#1 Lowest Risk Growth Strategy?

The zero-cost strategy driving serious growth.

Want a low-risk way to grow your business?

Using a strategy that rapidly converts skeptical prospects into paying customers and clients?

If so, today’s issue is for you.

If you examined the top 100 digital marketing courses released in the last twelve months, I'd confidently wager that nearly every one emphasizes traffic generation or conversion strategies.

Whether it's Pinterest promotion, persuasive writing, or telephone sales techniques, these subjects capture the most widespread interest. Why?

Because they’re appealing.

Everyone always wants the newest insight, method, or shortcut for outsmarting the competition and gaining an advantage.

The problem?

Their popularity means they’re what everyone focuses on (and tries to replicate in their own business).

Consequently, even the most innovative approaches rapidly lose their effectiveness.

Luckily, there exists a lesser-known source of leads and traffic that proves significantly simpler than social platforms or search engine optimization:

Partnerships

Whether through shared email lists or live gatherings, partnerships have powered some of the web’s biggest and fastest-growing companies.

The issue is that since few educators promote them as a viable approach, most business owners overlook them as a possibility (much less grasp how to execute them effectively).

Admittedly, this represents a deep subject we cannot fully explore in a short newsletter.

However, we can provide some examples to get your gears turning.

To begin, partnerships are extremely popular and integral to the influencer space.

For instance, I notice them frequently with the comedians I track on Instagram.

Given that many reside in proximity to one another (primarily in Los Angeles), these entertainers collaborate on comedy sketches, then distribute them across their respective IG accounts.

Through this approach, they secure immediate visibility among audiences who have already demonstrated interest in comedic content (their partner’s followers).

This exposure to their partner's audience significantly improves their chances of gaining additional followers.
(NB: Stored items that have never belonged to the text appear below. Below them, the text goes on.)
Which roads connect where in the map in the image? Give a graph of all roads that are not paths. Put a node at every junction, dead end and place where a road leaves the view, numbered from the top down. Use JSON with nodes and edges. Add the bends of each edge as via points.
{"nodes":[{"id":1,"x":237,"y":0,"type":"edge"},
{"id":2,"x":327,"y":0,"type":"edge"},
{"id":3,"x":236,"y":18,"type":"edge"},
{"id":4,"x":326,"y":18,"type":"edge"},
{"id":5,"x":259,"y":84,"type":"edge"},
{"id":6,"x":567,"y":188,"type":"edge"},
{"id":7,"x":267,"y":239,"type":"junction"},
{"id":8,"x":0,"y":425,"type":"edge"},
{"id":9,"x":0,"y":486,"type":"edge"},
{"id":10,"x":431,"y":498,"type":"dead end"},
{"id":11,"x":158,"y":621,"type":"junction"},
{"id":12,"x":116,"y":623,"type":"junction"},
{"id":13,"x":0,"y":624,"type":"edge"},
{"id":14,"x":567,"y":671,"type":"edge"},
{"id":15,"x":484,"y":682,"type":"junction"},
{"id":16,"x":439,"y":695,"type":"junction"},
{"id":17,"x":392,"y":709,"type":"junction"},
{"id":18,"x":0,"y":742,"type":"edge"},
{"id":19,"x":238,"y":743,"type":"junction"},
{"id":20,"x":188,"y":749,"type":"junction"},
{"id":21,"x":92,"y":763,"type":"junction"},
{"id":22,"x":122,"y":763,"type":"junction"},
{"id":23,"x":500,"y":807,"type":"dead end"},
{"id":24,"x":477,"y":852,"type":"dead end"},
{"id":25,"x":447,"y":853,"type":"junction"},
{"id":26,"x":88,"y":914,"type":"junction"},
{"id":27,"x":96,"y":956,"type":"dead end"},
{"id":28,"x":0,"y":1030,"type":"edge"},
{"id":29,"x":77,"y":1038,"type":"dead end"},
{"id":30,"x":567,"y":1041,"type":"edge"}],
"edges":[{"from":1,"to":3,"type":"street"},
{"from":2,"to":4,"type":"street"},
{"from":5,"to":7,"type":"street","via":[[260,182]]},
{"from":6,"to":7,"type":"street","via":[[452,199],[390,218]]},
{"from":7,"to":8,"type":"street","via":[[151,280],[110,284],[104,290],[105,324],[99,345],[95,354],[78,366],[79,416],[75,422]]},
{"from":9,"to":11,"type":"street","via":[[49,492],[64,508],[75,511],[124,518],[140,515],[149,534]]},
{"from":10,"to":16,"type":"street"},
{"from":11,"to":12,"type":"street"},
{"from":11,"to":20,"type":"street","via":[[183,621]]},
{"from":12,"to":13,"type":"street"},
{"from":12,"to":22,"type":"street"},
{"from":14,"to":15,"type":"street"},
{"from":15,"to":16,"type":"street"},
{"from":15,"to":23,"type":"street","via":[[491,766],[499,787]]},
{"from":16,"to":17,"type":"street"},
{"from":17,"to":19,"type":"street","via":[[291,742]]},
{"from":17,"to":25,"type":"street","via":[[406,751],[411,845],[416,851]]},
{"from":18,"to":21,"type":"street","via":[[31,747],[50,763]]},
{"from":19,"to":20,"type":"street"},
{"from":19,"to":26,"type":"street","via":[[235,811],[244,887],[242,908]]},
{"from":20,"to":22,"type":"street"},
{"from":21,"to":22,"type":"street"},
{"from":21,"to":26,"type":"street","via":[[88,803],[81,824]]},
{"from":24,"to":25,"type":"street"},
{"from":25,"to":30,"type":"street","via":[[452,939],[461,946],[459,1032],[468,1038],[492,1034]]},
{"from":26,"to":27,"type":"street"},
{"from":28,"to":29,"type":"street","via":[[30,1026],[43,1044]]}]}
Another example is medical spas partnering with skin specialists and beauty establishments. Why?

Though not universally applicable, a substantial portion of women who spend money at a beauty salon would likely consider more comprehensive treatments like those offered by med spa or with a dermatologist.

Because of that, promoting medical spa or dermatological services to beauty salon clientele offers much greater conversion potential compared to broad approaches, such as buying Facebook ads.

As yet another example, someone specializing in traffic generation would benefit from partnering with those involved in copywriting or sales.

This makes sense because generating substantial traffic becomes meaningless if visitors fail to transform into paying customers and clients.

I could go on and on with examples.

But as it concerns you, what matters for your situation is recognizing the underlying pattern and grasping how these businesses complement—rather than compete against—one another.

Though partnerships between competitors in the same industry occasionally occur, preventing market overlap makes it more logical to collaborate with non-competing businesses that target your same customer base.

This approach ensures that lead sharing between companies doesn't harm your mutual revenue streams.

On top of that, most partnerships operate through revenue-sharing arrangements.

This means that unlike traditional advertising - where you might invest hundreds or thousands without any guaranteed returns - partnerships ensure you never spend money without achieving positive returns.

This zero-risk customer acquisition capability makes strategic alliances particularly compelling.

Regrettably, there are some downsides.

Most importantly, the revenue-sharing percentages required for your partners might exceed what you'd invest through independent organic marketing, direct outreach, or paid advertising campaigns.*

*When calculated per sale.

So, depending on your profit margins, partnerships might not be viable despite their minimal risk profile.

Second, partnerships remain so uncommon that locating business owners interested in collaboration may prove challenging.

This scarcity can make it difficult to establish a steady pipeline of partners willing to do promotions with you week in and week out.

Like anything, every marketing method includes advantages and disadvantages.

Considering you could dramatically increase sales without risking initial investment, we believe the potential drawbacks justify the required effort.

Simply ensure that if partnerships generate significant business growth, you maintain alternative strategies for continued growth should your partnership efforts fizzle out.

💡 Takeaway: Partnerships can rapidly build trust and lower your Cost per Acquisition, but they also require giving up a solid chunk of revenue, relying on others’ inconsistency, and may be too scarce to fuel long-term growth.